- **Listed entries**:
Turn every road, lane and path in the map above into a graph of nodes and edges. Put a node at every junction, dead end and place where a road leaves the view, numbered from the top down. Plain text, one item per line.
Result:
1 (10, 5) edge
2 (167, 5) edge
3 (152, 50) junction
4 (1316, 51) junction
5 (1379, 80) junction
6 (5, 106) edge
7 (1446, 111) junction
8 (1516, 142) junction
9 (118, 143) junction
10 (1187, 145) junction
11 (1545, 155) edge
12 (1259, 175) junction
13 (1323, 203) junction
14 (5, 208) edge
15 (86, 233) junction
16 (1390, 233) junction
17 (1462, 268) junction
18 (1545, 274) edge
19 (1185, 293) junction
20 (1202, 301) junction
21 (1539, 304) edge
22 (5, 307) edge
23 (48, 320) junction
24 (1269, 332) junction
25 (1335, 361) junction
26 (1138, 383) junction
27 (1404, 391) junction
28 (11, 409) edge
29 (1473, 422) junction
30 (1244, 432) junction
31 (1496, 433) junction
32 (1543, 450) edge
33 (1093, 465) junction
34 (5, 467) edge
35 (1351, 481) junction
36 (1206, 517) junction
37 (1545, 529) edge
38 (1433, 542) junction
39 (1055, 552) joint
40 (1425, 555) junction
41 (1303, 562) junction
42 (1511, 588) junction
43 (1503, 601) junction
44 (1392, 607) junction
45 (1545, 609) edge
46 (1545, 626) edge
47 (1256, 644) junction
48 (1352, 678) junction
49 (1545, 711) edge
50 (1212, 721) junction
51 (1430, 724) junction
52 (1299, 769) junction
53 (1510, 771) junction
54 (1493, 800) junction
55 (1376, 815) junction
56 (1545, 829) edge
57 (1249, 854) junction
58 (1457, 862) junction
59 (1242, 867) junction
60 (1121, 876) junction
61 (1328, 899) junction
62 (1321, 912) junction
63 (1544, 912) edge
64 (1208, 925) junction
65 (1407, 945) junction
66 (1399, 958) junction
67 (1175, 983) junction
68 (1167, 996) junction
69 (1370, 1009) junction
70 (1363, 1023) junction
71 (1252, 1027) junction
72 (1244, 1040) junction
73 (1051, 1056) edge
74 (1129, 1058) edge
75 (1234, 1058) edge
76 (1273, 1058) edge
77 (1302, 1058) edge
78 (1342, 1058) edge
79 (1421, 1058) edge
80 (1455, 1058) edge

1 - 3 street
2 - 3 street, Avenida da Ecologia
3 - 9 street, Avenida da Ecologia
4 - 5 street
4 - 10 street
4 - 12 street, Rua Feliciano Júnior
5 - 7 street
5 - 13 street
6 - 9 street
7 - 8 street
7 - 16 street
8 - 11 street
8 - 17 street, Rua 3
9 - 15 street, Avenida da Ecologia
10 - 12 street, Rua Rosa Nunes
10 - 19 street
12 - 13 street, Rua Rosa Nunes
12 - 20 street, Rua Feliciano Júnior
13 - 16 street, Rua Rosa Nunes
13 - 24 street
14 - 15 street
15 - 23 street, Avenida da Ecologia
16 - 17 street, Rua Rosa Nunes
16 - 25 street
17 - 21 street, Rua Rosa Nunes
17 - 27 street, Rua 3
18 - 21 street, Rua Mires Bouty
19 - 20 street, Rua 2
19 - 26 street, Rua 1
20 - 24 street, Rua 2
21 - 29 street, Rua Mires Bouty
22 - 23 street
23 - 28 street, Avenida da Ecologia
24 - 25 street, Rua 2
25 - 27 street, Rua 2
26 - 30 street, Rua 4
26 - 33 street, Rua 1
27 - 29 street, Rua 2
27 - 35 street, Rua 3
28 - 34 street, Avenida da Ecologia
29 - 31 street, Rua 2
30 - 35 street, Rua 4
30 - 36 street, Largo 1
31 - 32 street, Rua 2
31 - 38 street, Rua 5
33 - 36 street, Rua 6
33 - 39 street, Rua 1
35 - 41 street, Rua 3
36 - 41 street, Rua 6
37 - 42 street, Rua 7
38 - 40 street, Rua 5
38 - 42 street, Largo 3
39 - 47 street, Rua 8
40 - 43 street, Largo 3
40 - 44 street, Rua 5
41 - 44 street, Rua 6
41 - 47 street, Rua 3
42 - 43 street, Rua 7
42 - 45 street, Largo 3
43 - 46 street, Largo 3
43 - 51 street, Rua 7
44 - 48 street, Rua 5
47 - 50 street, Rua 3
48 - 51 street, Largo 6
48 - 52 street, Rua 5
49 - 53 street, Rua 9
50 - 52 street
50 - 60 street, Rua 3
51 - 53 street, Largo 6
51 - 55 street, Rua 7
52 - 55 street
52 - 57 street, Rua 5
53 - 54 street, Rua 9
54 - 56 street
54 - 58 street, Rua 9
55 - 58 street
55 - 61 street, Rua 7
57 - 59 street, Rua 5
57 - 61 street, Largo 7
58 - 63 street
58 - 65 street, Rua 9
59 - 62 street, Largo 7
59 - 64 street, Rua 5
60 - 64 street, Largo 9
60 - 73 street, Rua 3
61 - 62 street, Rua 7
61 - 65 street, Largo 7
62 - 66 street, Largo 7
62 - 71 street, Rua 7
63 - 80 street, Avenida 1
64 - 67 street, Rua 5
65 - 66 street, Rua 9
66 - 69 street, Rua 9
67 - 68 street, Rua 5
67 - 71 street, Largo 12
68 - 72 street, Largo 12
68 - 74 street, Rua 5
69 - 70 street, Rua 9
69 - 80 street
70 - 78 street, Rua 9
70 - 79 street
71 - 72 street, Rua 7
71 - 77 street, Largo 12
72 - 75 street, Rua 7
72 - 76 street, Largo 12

- **Task brief**: Select and copy every line from the records that includes the word "Ecologia".

- **Response for this exercise**:
2 - 3 street, Avenida da Ecologia
3 - 9 street, Avenida da Ecologia
9 - 15 street, Avenida da Ecologia
15 - 23 street, Avenida da Ecologia
23 - 28 street, Avenida da Ecologia
28 - 34 street, Avenida da Ecologia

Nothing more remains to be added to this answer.